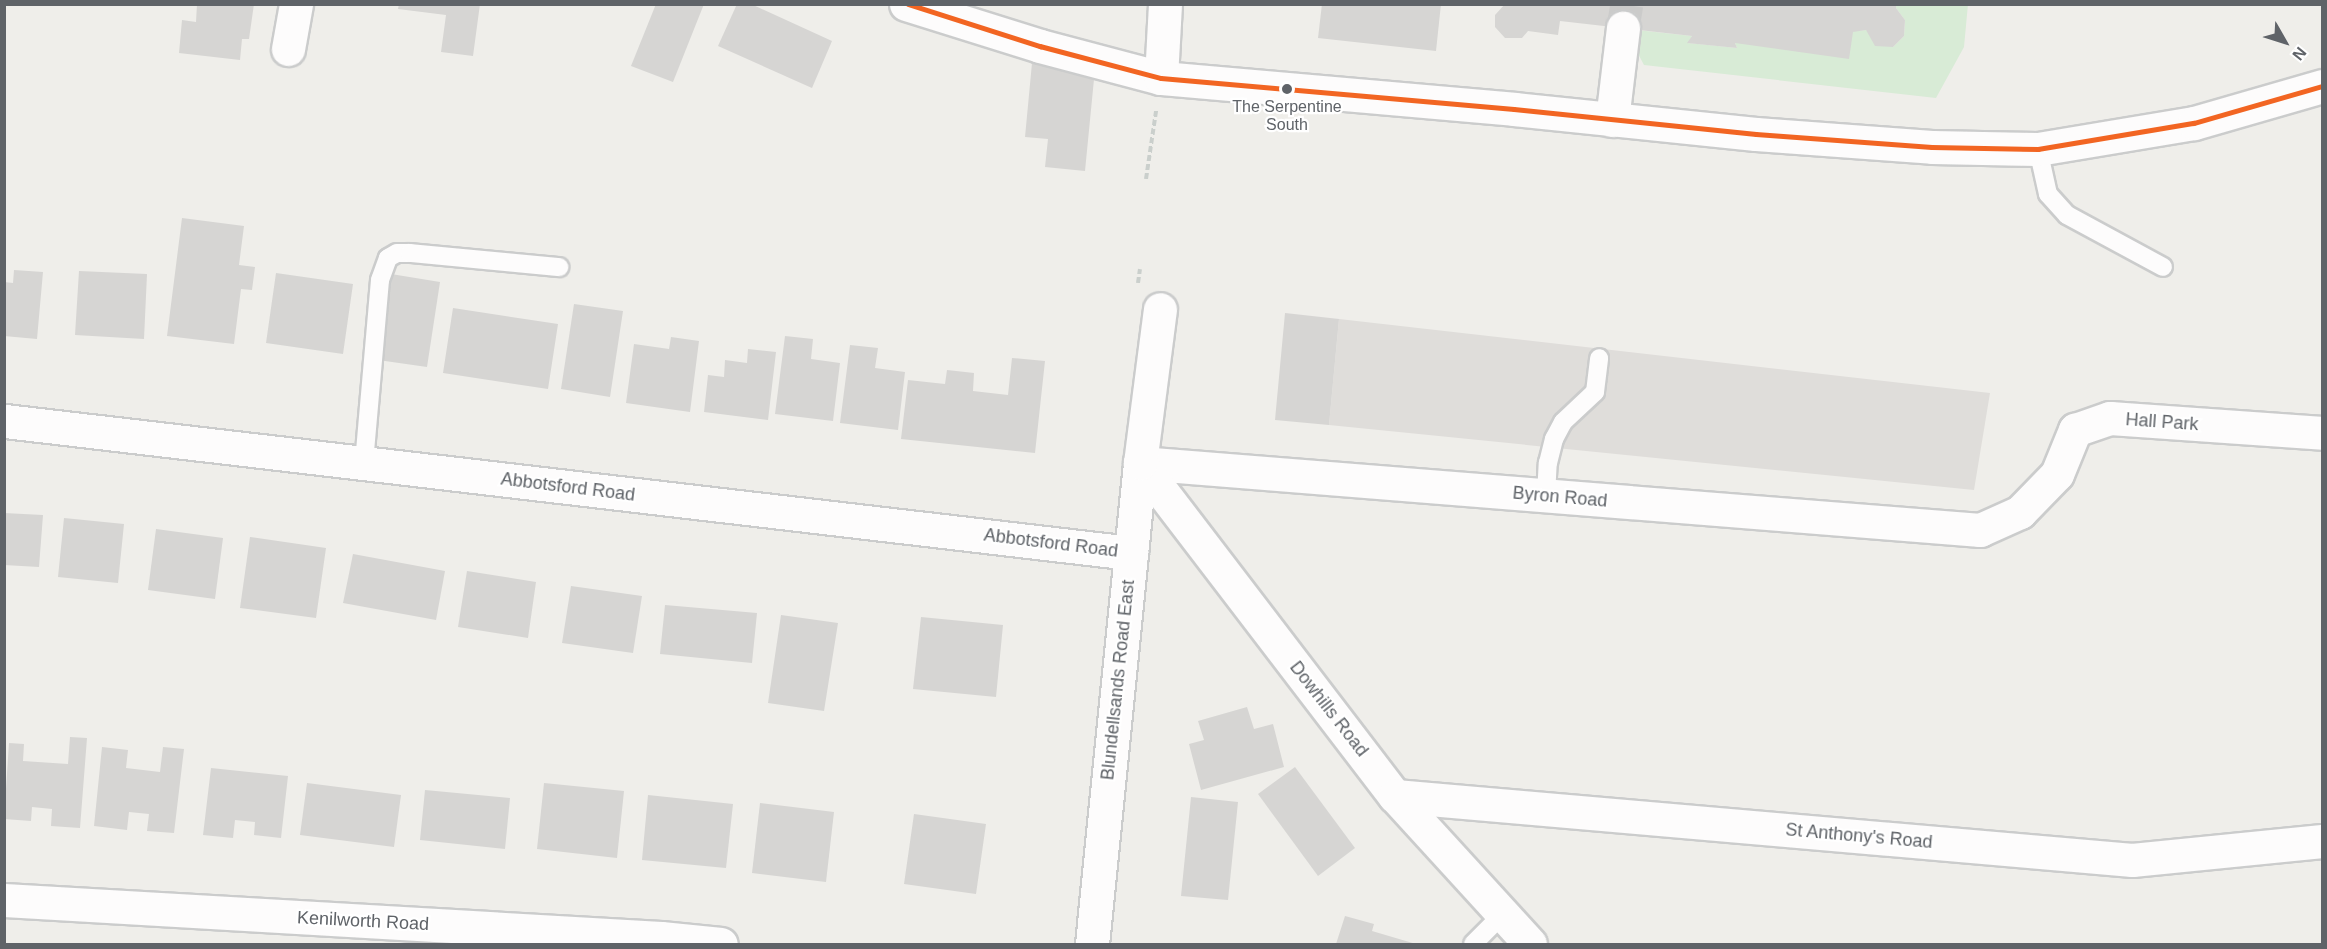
<!DOCTYPE html>
<style>
body{margin:0}
#map{position:relative;width:2327px;height:949px;overflow:hidden;background:#efeeea;font-family:Arial,sans-serif}
div>[style]{position:absolute}
[style*='--x']{left:calc(var(--x)*1px);top:calc(var(--y)*1px);width:calc(var(--w)*1px);rotate:calc(var(--a)*1deg)}
.industrial>*{inset:0;background:#dfddda}
.green>*{inset:0;background:#d8ebd6}
.building>*{inset:0;background:#d6d5d3}
.street-tunnel>*{height:33px;margin-top:-16.5px;transform-origin:0;background:repeating-linear-gradient(90deg,#cbcbca 0 33px,transparent 0 49px)}
.path>*{height:4px;margin-top:-2px;transform-origin:0;background:repeating-linear-gradient(90deg,#cacfcc 0 6px,transparent 0 9px)}
.roads{filter:drop-shadow(2px 0 #cbcccc) drop-shadow(-2px 0 #cbcccc) drop-shadow(0 2px #cbcccc) drop-shadow(0 -2px #cbcccc)}
.lane>*{height:18px;margin:-9px;padding:0 9px;transform-origin:9px;border-radius:9px;background:#fdfcfc}
.street>*{height:33px;margin:-16.5px;padding:0 16.5px;transform-origin:16.5px;border-radius:16.5px;background:#fdfcfc}
.bus-1>*{height:4.5px;margin:-2.25px;padding:0 2.25px;transform-origin:2.25px;border-radius:2.25px;background:#f26522}
.dots>*{width:16px;height:16px;translate:-50% -50%;box-sizing:border-box;border:3px solid #fff;border-radius:50%}
span{translate:-50% -50%;white-space:nowrap;text-align:center;line-height:1.15;-webkit-text-stroke:4.5px #fff;paint-order:stroke}
.bus-label{font-size:16px;color:#5f6368}
.street-label{font-size:18px;color:#5f6368}
.frame{position:absolute;inset:0;border:6px solid #5f6368;pointer-events:none}
.north{position:absolute;left:2255px;top:12px;width:60px;height:60px;-webkit-text-stroke:4px #fff;paint-order:stroke;rotate:129deg;font-size:16px;font-weight:700;line-height:24px;text-align:center;color:#5f6368}
.north::after{content:'';display:block;margin:auto;width:21px;height:27px;background:#5f6368;clip-path:polygon(50% 0,100% 100%,50% 72%,0 100%)}
</style>
<div id="map">
<div class="industrial">
<i style="clip-path:polygon(1339px 319px,1990px 393px,1974px 490px,1329px 425px)"></i>
</div>
<div class="green">
<i style="clip-path:polygon(1968px 4px,1964px 47px,1936px 98px,1644px 65px,1636px 50px,1637px 30px,1692px 36px,1688px 43px,1737px 48px,1735px 43px,1866px 30px,1893px 47px,1904px 36px,1905px 20px,1896px 8px,1896px 5px)"></i>
</div>
<div class="building">
<i style="clip-path:polygon(197px 4px,254px 4px,249px 39px,242px 39px,240px 60px,179px 53px,182px 20px,196px 22px)"></i>
<i style="clip-path:polygon(399px 4px,480px 4px,473px 56px,441px 52px,446px 15px,398px 9px)"></i>
<i style="clip-path:polygon(656px 4px,704px 4px,673px 82px,631px 66px)"></i>
<i style="clip-path:polygon(737px 4px,751px 4px,832px 41px,812px 88px,718px 46px)"></i>
<i style="clip-path:polygon(1322px 4px,1441px 4px,1436px 51px,1318px 38px)"></i>
<i style="clip-path:polygon(1505px 4px,1896px 4px,1896px 8px,1905px 20px,1904px 36px,1893px 47px,1875px 46px,1866px 30px,1853px 32px,1849px 59px,1735px 43px,1737px 48px,1687px 43px,1692px 36px,1560px 21px,1558px 35px,1528px 31px,1522px 38px,1505px 38px,1495px 27px,1495px 15px)"></i>
<i style="clip-path:polygon(1032px 63px,1095px 69px,1085px 171px,1045px 167px,1048px 139px,1025px 137px)"></i>
<i style="clip-path:polygon(182px 218px,244px 226px,239px 265px,255px 267px,252px 290px,241px 289px,234px 344px,167px 336px)"></i>
<i style="clip-path:polygon(14px 270px,43px 272px,37px 339px,4px 336px,4px 282px,13px 283px)"></i>
<i style="clip-path:polygon(79px 271px,147px 274px,144px 339px,75px 335px)"></i>
<i style="clip-path:polygon(276px 273px,353px 284px,343px 354px,266px 343px)"></i>
<i style="clip-path:polygon(391px 274px,440px 282px,427px 367px,378px 360px)"></i>
<i style="clip-path:polygon(574px 304px,623px 311px,610px 397px,561px 389px)"></i>
<i style="clip-path:polygon(453px 308px,558px 324px,548px 389px,443px 373px)"></i>
<i style="clip-path:polygon(1285px 313px,1339px 319px,1329px 425px,1275px 420px)"></i>
<i style="clip-path:polygon(785px 336px,813px 339px,811px 359px,840px 363px,833px 421px,775px 414px)"></i>
<i style="clip-path:polygon(671px 337px,699px 341px,690px 412px,626px 403px,634px 344px,669px 349px)"></i>
<i style="clip-path:polygon(850px 345px,878px 348px,875px 368px,905px 372px,898px 430px,840px 423px)"></i>
<i style="clip-path:polygon(748px 349px,776px 352px,768px 420px,704px 412px,708px 375px,724px 377px,725px 360px,747px 363px)"></i>
<i style="clip-path:polygon(1012px 358px,1045px 361px,1035px 453px,901px 439px,908px 380px,945px 384px,947px 370px,974px 373px,973px 391px,1008px 395px)"></i>
<i style="clip-path:polygon(4px 513px,43px 515px,39px 567px,4px 565px)"></i>
<i style="clip-path:polygon(64px 518px,124px 524px,118px 583px,58px 577px)"></i>
<i style="clip-path:polygon(156px 529px,223px 538px,215px 599px,148px 590px)"></i>
<i style="clip-path:polygon(250px 537px,326px 548px,316px 618px,240px 608px)"></i>
<i style="clip-path:polygon(353px 554px,445px 571px,436px 620px,343px 603px)"></i>
<i style="clip-path:polygon(467px 571px,536px 582px,528px 638px,458px 627px)"></i>
<i style="clip-path:polygon(571px 586px,642px 596px,633px 653px,562px 643px)"></i>
<i style="clip-path:polygon(665px 605px,757px 613px,752px 663px,660px 654px)"></i>
<i style="clip-path:polygon(781px 615px,838px 623px,824px 711px,768px 703px)"></i>
<i style="clip-path:polygon(921px 617px,1003px 625px,996px 697px,913px 689px)"></i>
<i style="clip-path:polygon(1247px 707px,1254px 729px,1273px 724px,1284px 767px,1201px 790px,1189px 744px,1204px 740px,1198px 721px)"></i>
<i style="clip-path:polygon(70px 737px,87px 738px,80px 828px,51px 826px,52px 809px,32px 807px,31px 821px,4px 819px,9px 743px,24px 744px,23px 761px,68px 764px)"></i>
<i style="clip-path:polygon(102px 747px,128px 750px,126px 768px,160px 772px,163px 747px,184px 749px,174px 833px,147px 831px,149px 814px,129px 812px,127px 830px,94px 826px)"></i>
<i style="clip-path:polygon(1295px 767px,1355px 848px,1318px 876px,1258px 794px)"></i>
<i style="clip-path:polygon(211px 768px,288px 776px,281px 838px,254px 835px,255px 822px,235px 820px,233px 838px,203px 835px)"></i>
<i style="clip-path:polygon(307px 783px,401px 795px,394px 847px,300px 835px)"></i>
<i style="clip-path:polygon(544px 783px,624px 791px,617px 858px,537px 849px)"></i>
<i style="clip-path:polygon(425px 790px,510px 798px,505px 849px,420px 840px)"></i>
<i style="clip-path:polygon(648px 795px,733px 804px,726px 868px,642px 860px)"></i>
<i style="clip-path:polygon(1191px 797px,1238px 802px,1228px 900px,1181px 896px)"></i>
<i style="clip-path:polygon(760px 803px,834px 812px,826px 882px,752px 873px)"></i>
<i style="clip-path:polygon(914px 814px,986px 824px,976px 894px,904px 884px)"></i>
<i style="clip-path:polygon(1345px 916px,1374px 924px,1372px 931px,1416px 944px,1336px 944px)"></i>
</div>
<div class="street-tunnel">
<i style="--x:1623;--y:28;--w:24;--a:-81"></i>
</div>
<div class="path">
<i style="--x:1146;--y:179;--w:69;--a:-81.6"></i>
<i style="--x:1138;--y:283;--w:14;--a:-82"></i>
</div>
<div class="roads">
<div class="lane">
<i style="--x:2038;--y:149;--w:46;--a:77.5"></i>
<i style="--x:2048;--y:194;--w:28;--a:48"></i>
<i style="--x:2067;--y:215;--w:109;--a:28.4"></i>
<i style="--x:364;--y:463;--w:184;--a:-85"></i>
<i style="--x:380;--y:280;--w:23;--a:-70"></i>
<i style="--x:388;--y:258;--w:10;--a:-29"></i>
<i style="--x:397;--y:253;--w:13;--a:0"></i>
<i style="--x:410;--y:253;--w:150;--a:5.4"></i>
<i style="--x:1546;--y:496;--w:33;--a:-87"></i>
<i style="--x:1548;--y:463;--w:25;--a:-76"></i>
<i style="--x:1554;--y:439;--w:19;--a:-62"></i>
<i style="--x:1563;--y:422;--w:44;--a:-43.2"></i>
<i style="--x:1595;--y:392;--w:34;--a:-83"></i>
<i style="--x:1473;--y:944;--w:42;--a:-45"></i>
</div>
<div class="street">
<i style="--x:906;--y:4;--w:140;--a:17.4"></i>
<i style="--x:1040;--y:46;--w:125;--a:14.8"></i>
<i style="--x:1161;--y:78;--w:354;--a:5"></i>
<i style="--x:1514;--y:109;--w:243;--a:5.9"></i>
<i style="--x:1756;--y:134;--w:176;--a:4.2"></i>
<i style="--x:1932;--y:147;--w:106;--a:1.1"></i>
<i style="--x:2038;--y:149;--w:158;--a:-9.5"></i>
<i style="--x:2194;--y:123;--w:133;--a:-16.1"></i>
<i style="--x:288;--y:49;--w:46;--a:-79.9"></i>
<i style="--x:1161;--y:78;--w:74;--a:-86.9"></i>
<i style="--x:1612;--y:120;--w:93;--a:-83.2"></i>
<i style="--x:5;--y:421;--w:1134;--a:6.69"></i>
<i style="--x:1140;--y:463;--w:843;--a:4.56"></i>
<i style="--x:1980;--y:530;--w:44;--a:-24.2"></i>
<i style="--x:2020;--y:512;--w:53;--a:-45.8"></i>
<i style="--x:2057;--y:474;--w:48;--a:-67.8"></i>
<i style="--x:2075;--y:430;--w:37;--a:-19"></i>
<i style="--x:2110;--y:418;--w:213;--a:4"></i>
<i style="--x:1140;--y:463;--w:419;--a:52.6"></i>
<i style="--x:1395;--y:796;--w:200;--a:47.6"></i>
<i style="--x:1395;--y:796;--w:740;--a:4.96"></i>
<i style="--x:2132;--y:860;--w:191;--a:-5.7"></i>
<i style="--x:4;--y:900;--w:658;--a:3.31"></i>
<i style="--x:661;--y:938;--w:60;--a:5.7"></i>
<i style="--x:1092;--y:944;--w:483;--a:-84.3"></i>
<i style="--x:1140;--y:463;--w:155;--a:-82.6"></i>
</div>
</div>
<div class="bus-1">
<i style="--x:908;--y:4;--w:139;--a:17.7"></i>
<i style="--x:1040;--y:46;--w:125;--a:14.8"></i>
<i style="--x:1161;--y:78;--w:354;--a:5"></i>
<i style="--x:1514;--y:109;--w:243;--a:5.9"></i>
<i style="--x:1756;--y:134;--w:176;--a:4.2"></i>
<i style="--x:1932;--y:147;--w:106;--a:1.1"></i>
<i style="--x:2038;--y:149;--w:158;--a:-9.5"></i>
<i style="--x:2194;--y:123;--w:133;--a:-16.1"></i>
</div>
<div class="dots">
<i style="left:1287px;top:89px;background:#5f6368"></i>
</div>
<div class="bus-label">
<span style="left:1287px;top:116px">The Serpentine<br>South</span>
</div>
<div class="street-label">
<span style="left:2162px;top:422px;rotate:4deg">Hall Park</span>
<span style="left:568px;top:487px;rotate:7deg">Abbotsford Road</span>
<span style="left:1560px;top:497px;rotate:5deg">Byron Road</span>
<span style="left:1051px;top:543px;rotate:7deg">Abbotsford Road</span>
<span style="left:1118px;top:680px;rotate:-84deg">Blundellsands Road East</span>
<span style="left:1329px;top:709px;rotate:52deg">Dowhills Road</span>
<span style="left:1859px;top:836px;rotate:5deg">St Anthony's Road</span>
<span style="left:363px;top:921px;rotate:3deg">Kenilworth Road</span>
</div>
<div class="frame"></div>
<div class="north">N</div>
</div>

▸ Exercise brief: The task calls for every line of the material that contains the string "origin".

▸ Result of the exercise:
.street-tunnel>*{height:33px;margin-top:-16.5px;transform-origin:0;background:repeating-linear-gradient(90deg,#cbcbca 0 33px,transparent 0 49px)}
.path>*{height:4px;margin-top:-2px;transform-origin:0;background:repeating-linear-gradient(90deg,#cacfcc 0 6px,transparent 0 9px)}
.lane>*{height:18px;margin:-9px;padding:0 9px;transform-origin:9px;border-radius:9px;background:#fdfcfc}
.street>*{height:33px;margin:-16.5px;padding:0 16.5px;transform-origin:16.5px;border-radius:16.5px;background:#fdfcfc}
.bus-1>*{height:4.5px;margin:-2.25px;padding:0 2.25px;transform-origin:2.25px;border-radius:2.25px;background:#f26522}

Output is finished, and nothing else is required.